Sylvia's Marriage eBook

This eBook from the Gutenberg Project consists of approximately 285 pages of information about Sylvia's Marriage.

Sylvia's Marriage eBook

This eBook from the Gutenberg Project consists of approximately 285 pages of information about Sylvia's Marriage.

“Her rights!” The old man fairly snorted the words.

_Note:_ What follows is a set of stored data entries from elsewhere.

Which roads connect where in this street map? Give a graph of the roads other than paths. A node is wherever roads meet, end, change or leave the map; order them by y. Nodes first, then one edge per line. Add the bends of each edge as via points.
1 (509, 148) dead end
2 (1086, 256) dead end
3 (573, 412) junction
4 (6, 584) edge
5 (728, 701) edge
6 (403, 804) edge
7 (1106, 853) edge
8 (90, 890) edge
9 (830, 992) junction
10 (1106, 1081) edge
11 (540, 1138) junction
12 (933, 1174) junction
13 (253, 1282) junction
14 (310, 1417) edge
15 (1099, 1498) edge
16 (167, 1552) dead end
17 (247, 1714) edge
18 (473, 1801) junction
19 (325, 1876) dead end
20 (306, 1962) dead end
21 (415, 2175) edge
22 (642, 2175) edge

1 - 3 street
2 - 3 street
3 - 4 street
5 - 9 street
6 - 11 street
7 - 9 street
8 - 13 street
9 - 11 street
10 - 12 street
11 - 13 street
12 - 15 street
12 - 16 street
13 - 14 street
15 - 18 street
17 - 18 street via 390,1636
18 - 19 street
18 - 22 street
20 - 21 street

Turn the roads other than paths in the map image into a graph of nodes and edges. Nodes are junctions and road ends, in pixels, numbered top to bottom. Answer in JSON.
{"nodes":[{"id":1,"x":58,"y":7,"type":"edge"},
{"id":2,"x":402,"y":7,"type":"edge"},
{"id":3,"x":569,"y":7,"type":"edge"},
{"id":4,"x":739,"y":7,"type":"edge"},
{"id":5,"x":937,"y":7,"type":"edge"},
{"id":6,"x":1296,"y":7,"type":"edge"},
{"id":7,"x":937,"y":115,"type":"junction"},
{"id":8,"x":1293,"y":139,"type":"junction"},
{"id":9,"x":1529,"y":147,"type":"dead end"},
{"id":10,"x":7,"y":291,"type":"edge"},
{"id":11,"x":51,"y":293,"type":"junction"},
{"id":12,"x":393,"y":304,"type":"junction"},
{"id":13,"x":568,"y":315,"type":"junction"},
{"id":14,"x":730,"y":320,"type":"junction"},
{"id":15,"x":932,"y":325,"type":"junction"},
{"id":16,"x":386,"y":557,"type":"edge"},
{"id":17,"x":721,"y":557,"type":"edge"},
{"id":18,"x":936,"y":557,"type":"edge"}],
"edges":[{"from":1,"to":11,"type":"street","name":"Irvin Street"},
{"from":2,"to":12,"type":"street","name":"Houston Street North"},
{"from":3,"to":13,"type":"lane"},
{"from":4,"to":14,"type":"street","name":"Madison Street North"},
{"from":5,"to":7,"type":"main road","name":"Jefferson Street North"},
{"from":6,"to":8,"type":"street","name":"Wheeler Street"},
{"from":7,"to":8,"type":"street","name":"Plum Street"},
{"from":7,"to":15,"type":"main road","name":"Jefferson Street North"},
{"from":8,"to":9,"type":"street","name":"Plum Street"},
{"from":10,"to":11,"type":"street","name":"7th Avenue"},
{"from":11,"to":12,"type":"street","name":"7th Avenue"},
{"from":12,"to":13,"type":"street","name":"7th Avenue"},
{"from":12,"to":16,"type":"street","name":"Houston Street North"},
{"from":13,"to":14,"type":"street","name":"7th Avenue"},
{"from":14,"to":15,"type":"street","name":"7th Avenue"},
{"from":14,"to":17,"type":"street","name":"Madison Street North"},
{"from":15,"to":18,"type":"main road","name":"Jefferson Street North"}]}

“Now, now, Dr. Gibson!” interposed the other.  “You asked me——­”

“I know!  I know!  But as the older of the physicians in charge of this case——­”

Dr. Perrin managed to frown him down, and went on trying to placate me.  But through the argument I could hear the old man muttering in his collar a kind of double bass pizzicato:  “Suffragettes!  Fanatics!  Hysteria!  Woman’s Rights!”

27.  The breeze was feeble, and the sun was blazing hot, but nevertheless I made myself listen patiently for a while.  They had said it all to me, over and over again; but it seemed that Dr. Perrin could not be satisfied until it had been said in Douglas van Tuiver’s presence.

“Dr. Perrin,” I exclaimed, “even supposing we make the attempt to deceive her, we have not one plausible statement to make——­”

“You are mistaken, Mrs. Abbott,” said he.  “We have the perfectly well-known fact that this disease is often contracted in ways which involve no moral blame.  And in this case I believe I am in position to state how the accident happened.”

“What do you mean?”

“I don’t know whether you heard that just before Mrs. van Tuiver’s confinement, I was called away to one of the other keys to attend a negro-woman.  And since this calamity has befallen us, I have realized that I was possibly not as careful in sterilizing my instruments as I might have been.  It is of course a dreadful thing for any physician to have to believe——­”

He stopped, and there was a long silence.  I gazed from one to another of the men.  Two of them met my gaze; one did not.  “He is going to let you say that?” I whispered, at last.

“Honour and fairness compel me to say it, Mrs. Abbott.  I believe——­”

But I interrupted him.  “Listen to me, Dr. Perrin.  You are a chivalrous gentleman, and you think you are helping a man in desperate need.  But I say that anyone who would permit you to tell such a tale is a contemptible coward!”

“Madam,” cried Dr. Gibson, furiously, “there is a limit even to a woman’s rights!”

A silence followed.  At last I resumed, in a low voice, “You gentlemen have your code:  you protect the husband—­you protect him at all hazards.  I could understand this, if he were innocent of the offence in question; I could understand it if there were any possibility of his being innocent.  But how can you protect him, when you know that he is guilty?”

“There can be no question of such knowledge!” cried the old doctor.

“I have no idea,” I said, “how much he has admitted to you; but let me remind you of one circumstance, which is known to Dr. Perrin—­that I came to this place with the definite information that symptoms of the disease were to be anticipated.  Dr. Perrin knows that I told that to Dr. Overton in New York.  Has he informed you of it?”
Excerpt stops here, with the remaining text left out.